The Dexter location has room for far more than 2,000 employees. The project includes two 12-story office towers totaling 630,000 square feet. Using conventional office space ratios, the complex could hold approximately 3,000 to 4,500 workers. Apple currently has about 500 employees in Seattle.

“If you look at where they’ve grown elsewhere in the country, their growth has been exponential to what they anticipated just because of how vibrant their products are,” Durkan said. “I think it’s a really good sign. I’m not going to read too much into it but I hope they fill up the building.”

Durkan takes questions from reporters following the Apple event. (GeekWire Photo / Monica Nickelsburg)

Apple is vague about which parts of the company’s vast business the Seattle campus will focus on but says it will be hiring for a wide range of engineering roles including in hardware and software. Raspe did note that the company is actively recruiting for iCloud in Seattle.

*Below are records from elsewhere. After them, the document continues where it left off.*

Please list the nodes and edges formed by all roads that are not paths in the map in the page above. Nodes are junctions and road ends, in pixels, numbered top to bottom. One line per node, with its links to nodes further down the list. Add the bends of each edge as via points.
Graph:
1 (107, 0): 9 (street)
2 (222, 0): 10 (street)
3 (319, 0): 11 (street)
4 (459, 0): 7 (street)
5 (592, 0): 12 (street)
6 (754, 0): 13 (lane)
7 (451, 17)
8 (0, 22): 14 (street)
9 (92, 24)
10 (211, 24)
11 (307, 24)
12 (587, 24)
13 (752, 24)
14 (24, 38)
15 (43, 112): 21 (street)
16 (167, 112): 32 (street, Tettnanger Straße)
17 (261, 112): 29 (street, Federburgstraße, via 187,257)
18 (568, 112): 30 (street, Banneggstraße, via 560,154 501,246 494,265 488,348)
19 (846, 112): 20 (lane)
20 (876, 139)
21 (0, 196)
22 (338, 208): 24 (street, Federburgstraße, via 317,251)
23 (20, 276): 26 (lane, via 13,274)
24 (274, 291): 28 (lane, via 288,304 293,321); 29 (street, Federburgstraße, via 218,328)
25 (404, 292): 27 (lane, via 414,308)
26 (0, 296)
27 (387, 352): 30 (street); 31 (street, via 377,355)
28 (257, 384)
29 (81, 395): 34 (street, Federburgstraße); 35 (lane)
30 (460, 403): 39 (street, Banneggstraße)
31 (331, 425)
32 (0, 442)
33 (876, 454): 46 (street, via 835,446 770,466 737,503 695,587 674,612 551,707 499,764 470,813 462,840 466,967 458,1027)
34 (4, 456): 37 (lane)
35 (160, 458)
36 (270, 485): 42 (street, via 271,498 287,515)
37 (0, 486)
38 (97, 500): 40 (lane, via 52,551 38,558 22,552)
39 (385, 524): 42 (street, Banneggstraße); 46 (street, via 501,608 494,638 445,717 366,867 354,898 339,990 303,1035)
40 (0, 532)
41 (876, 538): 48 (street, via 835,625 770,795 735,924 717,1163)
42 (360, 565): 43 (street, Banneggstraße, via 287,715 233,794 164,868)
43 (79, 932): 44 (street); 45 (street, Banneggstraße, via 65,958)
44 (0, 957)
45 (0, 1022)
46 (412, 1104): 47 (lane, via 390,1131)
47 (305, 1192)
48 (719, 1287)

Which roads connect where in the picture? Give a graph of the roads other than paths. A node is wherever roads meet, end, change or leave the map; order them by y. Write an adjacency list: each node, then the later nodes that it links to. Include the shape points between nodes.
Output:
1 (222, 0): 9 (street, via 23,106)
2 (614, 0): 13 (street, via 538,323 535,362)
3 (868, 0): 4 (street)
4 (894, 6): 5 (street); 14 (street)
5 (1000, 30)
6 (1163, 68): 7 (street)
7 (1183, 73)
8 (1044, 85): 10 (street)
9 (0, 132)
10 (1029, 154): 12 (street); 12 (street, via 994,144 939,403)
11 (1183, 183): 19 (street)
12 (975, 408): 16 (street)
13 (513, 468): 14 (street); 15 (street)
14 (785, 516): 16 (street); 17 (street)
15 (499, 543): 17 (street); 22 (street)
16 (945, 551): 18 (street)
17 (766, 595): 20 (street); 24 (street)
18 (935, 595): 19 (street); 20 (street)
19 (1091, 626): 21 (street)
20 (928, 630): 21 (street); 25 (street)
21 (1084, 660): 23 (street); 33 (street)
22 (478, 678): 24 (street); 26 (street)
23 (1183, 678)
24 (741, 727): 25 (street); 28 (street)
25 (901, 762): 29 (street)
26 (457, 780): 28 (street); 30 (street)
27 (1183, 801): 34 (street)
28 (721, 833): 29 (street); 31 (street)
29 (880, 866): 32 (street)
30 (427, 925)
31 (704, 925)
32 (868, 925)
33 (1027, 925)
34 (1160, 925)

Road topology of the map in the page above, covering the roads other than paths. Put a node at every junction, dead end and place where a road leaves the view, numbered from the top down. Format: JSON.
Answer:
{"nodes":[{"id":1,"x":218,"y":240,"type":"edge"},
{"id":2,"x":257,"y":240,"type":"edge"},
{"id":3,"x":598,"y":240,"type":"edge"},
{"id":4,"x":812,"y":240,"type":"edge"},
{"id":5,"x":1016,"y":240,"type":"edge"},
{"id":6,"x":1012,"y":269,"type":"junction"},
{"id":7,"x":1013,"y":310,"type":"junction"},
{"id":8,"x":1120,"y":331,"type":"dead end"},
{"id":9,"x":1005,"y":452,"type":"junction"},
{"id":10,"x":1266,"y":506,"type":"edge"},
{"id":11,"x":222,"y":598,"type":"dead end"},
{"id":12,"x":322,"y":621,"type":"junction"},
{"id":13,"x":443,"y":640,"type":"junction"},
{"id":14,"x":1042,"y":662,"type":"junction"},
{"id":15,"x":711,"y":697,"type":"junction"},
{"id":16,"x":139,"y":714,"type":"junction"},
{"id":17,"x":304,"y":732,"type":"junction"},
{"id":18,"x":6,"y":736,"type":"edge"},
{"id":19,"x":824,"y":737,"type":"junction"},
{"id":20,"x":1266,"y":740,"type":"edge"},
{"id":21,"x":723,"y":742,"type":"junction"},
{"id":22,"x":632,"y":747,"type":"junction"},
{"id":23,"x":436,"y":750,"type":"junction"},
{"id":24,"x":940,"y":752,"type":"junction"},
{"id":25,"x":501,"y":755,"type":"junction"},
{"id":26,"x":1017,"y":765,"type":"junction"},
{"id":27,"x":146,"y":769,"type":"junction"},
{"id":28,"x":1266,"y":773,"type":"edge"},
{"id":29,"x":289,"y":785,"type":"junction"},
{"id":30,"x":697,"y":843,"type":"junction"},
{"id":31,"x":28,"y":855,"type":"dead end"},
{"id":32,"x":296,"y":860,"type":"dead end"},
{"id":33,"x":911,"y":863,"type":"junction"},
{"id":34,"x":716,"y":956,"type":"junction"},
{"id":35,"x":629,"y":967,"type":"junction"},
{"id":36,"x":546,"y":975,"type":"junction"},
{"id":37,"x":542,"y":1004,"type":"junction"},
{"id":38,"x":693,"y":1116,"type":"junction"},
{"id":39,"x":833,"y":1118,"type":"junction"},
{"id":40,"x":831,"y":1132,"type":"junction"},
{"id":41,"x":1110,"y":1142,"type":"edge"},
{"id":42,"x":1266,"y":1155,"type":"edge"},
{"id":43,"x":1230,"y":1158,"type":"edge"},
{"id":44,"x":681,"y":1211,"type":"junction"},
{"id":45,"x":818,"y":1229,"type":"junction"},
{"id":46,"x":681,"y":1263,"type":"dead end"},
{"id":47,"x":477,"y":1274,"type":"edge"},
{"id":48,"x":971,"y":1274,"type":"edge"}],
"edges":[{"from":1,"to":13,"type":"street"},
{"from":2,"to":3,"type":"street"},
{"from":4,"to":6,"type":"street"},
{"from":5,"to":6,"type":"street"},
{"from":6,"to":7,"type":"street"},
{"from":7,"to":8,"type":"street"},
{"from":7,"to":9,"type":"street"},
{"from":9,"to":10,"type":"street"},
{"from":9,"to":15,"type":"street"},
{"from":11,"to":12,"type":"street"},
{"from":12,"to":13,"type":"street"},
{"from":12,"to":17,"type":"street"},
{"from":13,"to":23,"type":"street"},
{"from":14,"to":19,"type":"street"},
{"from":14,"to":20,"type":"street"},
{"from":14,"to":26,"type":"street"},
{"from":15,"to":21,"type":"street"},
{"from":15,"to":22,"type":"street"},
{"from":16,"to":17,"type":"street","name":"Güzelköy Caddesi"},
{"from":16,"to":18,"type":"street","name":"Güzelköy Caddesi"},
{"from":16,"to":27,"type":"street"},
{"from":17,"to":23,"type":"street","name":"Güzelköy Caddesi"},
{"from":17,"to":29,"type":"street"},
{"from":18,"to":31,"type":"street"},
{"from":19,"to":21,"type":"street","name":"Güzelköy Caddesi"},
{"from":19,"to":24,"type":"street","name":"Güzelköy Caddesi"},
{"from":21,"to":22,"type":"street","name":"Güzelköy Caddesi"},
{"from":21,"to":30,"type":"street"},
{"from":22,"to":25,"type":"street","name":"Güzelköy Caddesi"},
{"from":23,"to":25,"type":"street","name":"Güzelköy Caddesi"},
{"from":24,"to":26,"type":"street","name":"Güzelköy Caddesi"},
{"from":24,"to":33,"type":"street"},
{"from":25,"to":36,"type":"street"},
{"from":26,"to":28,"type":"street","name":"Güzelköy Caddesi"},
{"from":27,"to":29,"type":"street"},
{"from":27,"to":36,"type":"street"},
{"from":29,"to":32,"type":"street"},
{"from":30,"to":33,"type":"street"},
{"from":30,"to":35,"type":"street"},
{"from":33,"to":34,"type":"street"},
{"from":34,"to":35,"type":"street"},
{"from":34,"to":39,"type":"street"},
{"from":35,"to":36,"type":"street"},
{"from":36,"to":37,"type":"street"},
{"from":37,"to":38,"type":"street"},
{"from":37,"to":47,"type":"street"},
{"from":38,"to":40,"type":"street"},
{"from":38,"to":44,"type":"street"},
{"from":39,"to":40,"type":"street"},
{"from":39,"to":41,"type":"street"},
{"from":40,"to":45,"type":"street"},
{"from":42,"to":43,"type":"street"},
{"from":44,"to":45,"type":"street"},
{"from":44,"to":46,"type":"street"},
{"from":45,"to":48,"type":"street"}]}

The new campus will be open by the end of the year according to Raspe.

A rendering of Apple’s new Seattle campus. (Miller Hull Rendering)

Durkan said that Apple did not receive any government incentives in exchange for the job creation in Seattle. Amazon’s request for incentives as it considered cities for its second headquarters was one of the most controversial aspects of its HQ2 search.

Both Apple and Amazon are fast-growing tech giants with appetites for out-of-town office space. But they take dramatically different approaches to finding and moving into new homes. While Amazon launched an epic, year-long HQ2 contest between cities in one of the most visible and talked-about economic development deals of all time, Apple took the more traditional route when it decided to open its own HQ2. In early 2018, Apple announced plans to build a second campus with little fanfare and quietly spent the year making its decision.

In December, Apple revealed more details about the project, unveiling a plan to build a 15,000-person campus in Austin, with smaller 1,000-person offices in Seattle, Culver City, Calif., and San Diego.

Apple isn’t the only Bay Area tech company eyeing Seattle for a second home. Earlier this month, Salesforce revealed plans to buy Seattle-based Tableau and make the city its second headquarters. More than 100 out-of-town tech companies have set up engineering centers in Seattle to mine the region’s deep reserve of tech talent.

At the event Monday, Durkan said she is excited to see companies who share “our values” double down on their growth in Seattle.

“The landscape is changing,” Durkan said. “We saw one of our local companies, Tableau, be bought by Salesforce which has a very deep commitment to housing affordability and equity. I think we’re going to see continued discussions around how do we make sure that Seattle really shares that prosperity.”

GeekWire reporter Kurt Schlosser contributed to this story.